Task to complete
Filter the records below for the word "Земляничная". Keep each line that has it.

- - -

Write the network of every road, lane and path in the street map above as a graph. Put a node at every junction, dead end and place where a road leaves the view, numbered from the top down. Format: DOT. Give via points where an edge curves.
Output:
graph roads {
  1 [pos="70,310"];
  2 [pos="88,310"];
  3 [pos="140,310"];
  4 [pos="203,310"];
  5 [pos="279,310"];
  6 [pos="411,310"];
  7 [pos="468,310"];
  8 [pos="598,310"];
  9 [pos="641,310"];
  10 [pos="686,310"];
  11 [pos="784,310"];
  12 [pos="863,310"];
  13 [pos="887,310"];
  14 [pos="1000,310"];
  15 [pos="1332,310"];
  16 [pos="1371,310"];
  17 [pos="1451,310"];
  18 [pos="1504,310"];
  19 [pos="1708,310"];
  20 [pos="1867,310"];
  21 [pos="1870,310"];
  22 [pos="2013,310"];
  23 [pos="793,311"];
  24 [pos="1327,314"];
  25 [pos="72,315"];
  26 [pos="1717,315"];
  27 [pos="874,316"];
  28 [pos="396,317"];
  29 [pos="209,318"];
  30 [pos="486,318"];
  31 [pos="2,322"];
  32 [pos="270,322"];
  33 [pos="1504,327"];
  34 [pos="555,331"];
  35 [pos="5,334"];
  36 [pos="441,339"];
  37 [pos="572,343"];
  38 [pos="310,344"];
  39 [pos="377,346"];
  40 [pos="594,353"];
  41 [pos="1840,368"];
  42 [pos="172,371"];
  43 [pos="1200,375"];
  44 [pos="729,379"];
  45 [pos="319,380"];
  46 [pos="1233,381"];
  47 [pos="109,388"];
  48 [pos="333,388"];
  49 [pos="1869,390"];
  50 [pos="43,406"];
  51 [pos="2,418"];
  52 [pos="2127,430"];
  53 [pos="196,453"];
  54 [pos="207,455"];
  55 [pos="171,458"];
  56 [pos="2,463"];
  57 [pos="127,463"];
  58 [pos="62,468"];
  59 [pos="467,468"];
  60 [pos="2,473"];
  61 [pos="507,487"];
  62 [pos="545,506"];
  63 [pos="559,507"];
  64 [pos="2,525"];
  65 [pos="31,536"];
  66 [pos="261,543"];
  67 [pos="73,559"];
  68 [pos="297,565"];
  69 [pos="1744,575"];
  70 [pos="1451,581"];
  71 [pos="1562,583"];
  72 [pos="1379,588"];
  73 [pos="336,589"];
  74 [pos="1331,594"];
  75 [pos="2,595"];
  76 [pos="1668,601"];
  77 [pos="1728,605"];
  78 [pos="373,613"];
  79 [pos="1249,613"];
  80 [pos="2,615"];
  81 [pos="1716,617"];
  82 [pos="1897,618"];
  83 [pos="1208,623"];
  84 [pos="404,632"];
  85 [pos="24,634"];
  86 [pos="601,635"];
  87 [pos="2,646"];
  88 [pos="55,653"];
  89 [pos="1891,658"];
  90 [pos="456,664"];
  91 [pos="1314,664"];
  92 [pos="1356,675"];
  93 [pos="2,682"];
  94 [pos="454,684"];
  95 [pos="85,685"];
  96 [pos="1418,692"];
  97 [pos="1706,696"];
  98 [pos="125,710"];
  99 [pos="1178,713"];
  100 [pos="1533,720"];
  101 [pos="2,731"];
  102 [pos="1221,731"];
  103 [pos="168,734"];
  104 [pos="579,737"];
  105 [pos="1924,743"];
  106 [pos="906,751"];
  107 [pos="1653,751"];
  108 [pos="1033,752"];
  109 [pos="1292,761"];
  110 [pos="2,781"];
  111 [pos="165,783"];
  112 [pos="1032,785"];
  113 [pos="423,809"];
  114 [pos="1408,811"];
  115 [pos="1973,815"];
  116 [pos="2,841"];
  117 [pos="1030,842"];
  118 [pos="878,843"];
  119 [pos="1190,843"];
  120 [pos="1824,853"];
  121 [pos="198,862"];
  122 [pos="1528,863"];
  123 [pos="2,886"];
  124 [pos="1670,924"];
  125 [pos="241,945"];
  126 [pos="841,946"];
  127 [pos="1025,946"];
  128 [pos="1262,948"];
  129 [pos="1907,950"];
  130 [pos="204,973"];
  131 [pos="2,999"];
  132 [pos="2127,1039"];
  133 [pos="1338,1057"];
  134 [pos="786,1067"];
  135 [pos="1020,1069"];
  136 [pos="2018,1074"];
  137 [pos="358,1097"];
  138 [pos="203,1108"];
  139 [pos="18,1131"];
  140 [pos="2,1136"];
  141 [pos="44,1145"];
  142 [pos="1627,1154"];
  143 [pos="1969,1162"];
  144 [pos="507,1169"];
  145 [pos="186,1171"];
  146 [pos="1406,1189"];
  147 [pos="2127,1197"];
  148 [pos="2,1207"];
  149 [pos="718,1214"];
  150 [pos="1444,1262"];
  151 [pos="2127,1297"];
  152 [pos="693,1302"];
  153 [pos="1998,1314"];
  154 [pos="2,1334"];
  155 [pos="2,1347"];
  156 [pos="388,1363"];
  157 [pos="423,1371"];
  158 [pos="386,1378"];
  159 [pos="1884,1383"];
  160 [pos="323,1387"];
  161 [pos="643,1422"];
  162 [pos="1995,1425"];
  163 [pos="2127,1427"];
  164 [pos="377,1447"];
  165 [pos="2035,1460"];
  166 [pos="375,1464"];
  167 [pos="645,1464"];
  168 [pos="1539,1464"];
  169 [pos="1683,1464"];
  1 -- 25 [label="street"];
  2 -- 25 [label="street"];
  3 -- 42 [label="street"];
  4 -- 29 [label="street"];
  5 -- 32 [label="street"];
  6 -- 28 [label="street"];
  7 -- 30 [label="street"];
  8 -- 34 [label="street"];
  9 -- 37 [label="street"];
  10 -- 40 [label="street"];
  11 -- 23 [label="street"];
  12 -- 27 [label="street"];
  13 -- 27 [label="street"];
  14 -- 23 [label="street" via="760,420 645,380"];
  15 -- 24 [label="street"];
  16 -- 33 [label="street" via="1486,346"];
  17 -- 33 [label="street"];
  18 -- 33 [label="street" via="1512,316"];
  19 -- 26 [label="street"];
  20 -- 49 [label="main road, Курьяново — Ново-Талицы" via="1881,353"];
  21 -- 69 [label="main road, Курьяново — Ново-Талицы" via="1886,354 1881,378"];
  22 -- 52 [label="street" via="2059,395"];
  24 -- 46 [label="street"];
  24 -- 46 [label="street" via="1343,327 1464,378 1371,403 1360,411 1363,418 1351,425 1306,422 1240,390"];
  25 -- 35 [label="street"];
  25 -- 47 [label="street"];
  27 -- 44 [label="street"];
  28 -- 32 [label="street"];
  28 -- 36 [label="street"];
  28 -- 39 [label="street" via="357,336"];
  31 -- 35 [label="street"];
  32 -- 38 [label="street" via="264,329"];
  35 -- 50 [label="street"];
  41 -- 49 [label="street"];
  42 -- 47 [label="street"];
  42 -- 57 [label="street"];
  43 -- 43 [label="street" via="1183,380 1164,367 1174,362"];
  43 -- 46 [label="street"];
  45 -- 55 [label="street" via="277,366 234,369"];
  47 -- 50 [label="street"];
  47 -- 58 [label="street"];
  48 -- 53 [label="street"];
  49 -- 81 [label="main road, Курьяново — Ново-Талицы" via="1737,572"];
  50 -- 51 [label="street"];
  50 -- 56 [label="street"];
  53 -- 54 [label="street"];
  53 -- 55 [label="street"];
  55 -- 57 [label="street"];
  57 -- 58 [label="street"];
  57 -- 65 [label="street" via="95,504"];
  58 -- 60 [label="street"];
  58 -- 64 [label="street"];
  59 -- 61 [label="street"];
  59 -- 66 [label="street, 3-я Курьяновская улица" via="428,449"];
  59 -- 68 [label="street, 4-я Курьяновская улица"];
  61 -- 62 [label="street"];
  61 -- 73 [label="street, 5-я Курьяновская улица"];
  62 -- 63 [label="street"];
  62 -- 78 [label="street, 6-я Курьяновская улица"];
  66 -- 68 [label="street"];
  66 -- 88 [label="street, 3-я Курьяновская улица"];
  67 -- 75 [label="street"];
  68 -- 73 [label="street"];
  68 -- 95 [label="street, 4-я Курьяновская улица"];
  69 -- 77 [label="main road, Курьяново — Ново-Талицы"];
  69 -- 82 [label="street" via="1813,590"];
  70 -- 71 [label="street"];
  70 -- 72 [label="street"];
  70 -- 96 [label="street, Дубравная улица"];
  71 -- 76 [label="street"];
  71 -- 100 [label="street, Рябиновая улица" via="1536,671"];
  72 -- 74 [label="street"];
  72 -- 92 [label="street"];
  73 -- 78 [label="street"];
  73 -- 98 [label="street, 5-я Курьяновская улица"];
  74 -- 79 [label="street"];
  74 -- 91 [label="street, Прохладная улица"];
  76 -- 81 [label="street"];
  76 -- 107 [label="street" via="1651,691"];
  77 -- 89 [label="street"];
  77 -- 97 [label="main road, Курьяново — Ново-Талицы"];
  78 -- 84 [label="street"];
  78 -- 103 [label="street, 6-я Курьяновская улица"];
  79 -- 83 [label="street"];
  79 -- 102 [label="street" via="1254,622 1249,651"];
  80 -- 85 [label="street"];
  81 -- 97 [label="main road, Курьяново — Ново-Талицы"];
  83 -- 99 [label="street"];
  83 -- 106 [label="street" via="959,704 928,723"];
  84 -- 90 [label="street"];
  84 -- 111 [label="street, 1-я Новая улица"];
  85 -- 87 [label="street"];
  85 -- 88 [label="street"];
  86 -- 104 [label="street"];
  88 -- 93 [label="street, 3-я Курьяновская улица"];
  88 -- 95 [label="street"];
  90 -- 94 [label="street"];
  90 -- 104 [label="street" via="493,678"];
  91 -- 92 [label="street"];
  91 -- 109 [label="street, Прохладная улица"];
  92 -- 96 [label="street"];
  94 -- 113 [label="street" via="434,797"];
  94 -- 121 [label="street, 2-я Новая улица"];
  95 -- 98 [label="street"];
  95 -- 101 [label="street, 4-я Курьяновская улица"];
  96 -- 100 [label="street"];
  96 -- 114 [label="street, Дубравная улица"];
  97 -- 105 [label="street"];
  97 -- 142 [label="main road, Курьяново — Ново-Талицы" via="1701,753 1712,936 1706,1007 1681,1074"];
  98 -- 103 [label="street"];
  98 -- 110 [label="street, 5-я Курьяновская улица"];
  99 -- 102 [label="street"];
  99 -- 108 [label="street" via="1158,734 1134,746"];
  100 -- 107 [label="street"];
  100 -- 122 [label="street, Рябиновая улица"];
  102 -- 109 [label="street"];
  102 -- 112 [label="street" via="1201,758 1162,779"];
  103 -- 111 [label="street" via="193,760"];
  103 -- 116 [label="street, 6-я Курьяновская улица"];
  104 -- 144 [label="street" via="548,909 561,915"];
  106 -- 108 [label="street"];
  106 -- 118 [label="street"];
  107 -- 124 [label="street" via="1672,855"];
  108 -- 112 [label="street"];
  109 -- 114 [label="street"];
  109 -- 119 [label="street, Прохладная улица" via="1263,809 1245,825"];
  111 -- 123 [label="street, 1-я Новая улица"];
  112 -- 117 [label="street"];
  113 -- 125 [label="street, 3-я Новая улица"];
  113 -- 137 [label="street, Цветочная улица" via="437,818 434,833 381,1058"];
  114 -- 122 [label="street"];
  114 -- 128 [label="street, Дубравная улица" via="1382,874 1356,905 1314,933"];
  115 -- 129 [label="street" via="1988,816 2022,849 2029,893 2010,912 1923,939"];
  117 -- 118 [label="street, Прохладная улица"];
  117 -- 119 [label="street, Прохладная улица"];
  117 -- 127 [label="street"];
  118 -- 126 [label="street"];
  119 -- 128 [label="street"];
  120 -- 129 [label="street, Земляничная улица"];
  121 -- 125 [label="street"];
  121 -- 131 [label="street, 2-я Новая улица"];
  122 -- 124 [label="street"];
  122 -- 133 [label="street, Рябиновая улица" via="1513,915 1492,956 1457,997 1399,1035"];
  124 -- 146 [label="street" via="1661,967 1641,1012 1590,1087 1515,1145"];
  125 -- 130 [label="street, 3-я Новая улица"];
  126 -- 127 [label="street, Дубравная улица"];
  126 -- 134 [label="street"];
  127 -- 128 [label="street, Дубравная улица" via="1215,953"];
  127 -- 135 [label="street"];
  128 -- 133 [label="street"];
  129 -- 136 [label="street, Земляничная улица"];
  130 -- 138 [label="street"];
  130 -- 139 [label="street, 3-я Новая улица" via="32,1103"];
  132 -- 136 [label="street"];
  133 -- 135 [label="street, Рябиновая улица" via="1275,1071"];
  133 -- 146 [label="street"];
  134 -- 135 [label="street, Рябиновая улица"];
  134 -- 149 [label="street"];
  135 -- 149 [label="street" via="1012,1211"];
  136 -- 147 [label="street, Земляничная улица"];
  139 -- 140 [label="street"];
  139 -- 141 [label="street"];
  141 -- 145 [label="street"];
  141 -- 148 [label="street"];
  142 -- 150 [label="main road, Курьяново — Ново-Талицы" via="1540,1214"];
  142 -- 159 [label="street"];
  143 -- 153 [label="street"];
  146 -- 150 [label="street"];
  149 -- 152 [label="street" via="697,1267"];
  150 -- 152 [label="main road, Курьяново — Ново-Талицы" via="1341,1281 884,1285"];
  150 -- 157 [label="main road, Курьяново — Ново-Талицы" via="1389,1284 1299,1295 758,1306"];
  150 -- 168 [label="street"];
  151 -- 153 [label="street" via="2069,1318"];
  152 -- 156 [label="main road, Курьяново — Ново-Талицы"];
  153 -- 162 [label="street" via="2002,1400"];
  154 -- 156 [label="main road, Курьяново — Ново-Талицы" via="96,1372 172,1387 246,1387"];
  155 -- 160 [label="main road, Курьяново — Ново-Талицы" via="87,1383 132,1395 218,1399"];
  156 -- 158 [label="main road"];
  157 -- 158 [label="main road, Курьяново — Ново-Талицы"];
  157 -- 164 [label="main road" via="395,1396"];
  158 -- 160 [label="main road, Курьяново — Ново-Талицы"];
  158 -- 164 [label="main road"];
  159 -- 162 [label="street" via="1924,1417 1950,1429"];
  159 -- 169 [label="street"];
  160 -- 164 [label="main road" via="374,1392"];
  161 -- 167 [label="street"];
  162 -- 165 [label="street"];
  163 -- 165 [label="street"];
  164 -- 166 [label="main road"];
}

- - -

Output of the task
  120 -- 129 [label="street, Земляничная улица"];
  129 -- 136 [label="street, Земляничная улица"];
  136 -- 147 [label="street, Земляничная улица"];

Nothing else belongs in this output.